▶ PROBLEM
Among the entries below, find the lines that hold the word "dead" and report them.

▶ INPUT RECORDS
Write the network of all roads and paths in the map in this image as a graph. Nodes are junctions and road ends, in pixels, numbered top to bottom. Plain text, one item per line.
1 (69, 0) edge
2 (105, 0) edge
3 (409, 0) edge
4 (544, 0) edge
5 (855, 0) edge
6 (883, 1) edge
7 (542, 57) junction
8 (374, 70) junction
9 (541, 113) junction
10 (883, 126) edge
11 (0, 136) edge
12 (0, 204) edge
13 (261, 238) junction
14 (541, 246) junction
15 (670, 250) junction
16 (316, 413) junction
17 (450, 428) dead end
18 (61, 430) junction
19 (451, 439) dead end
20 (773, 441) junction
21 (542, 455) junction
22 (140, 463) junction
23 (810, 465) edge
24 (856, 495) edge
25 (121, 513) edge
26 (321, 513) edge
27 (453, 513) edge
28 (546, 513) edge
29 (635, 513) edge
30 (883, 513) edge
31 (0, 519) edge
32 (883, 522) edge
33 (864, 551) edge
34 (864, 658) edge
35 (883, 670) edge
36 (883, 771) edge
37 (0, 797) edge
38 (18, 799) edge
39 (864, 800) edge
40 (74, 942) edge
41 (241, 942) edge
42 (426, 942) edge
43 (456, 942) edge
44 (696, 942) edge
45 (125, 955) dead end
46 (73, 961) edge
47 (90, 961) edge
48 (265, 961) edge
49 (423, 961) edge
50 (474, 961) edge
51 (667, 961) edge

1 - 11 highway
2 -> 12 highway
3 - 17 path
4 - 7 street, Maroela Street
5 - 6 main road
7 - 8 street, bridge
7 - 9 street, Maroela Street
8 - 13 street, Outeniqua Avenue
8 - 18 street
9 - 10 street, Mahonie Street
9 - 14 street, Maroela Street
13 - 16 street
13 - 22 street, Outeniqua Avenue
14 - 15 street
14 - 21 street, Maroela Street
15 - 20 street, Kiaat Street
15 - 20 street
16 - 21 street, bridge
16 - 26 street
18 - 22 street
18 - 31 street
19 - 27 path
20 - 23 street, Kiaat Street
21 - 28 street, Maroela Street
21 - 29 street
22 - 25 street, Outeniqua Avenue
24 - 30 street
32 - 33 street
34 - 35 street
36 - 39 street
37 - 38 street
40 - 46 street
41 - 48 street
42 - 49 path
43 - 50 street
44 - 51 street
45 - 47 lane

▶ TASK RESULT
17 (450, 428) dead end
19 (451, 439) dead end
45 (125, 955) dead end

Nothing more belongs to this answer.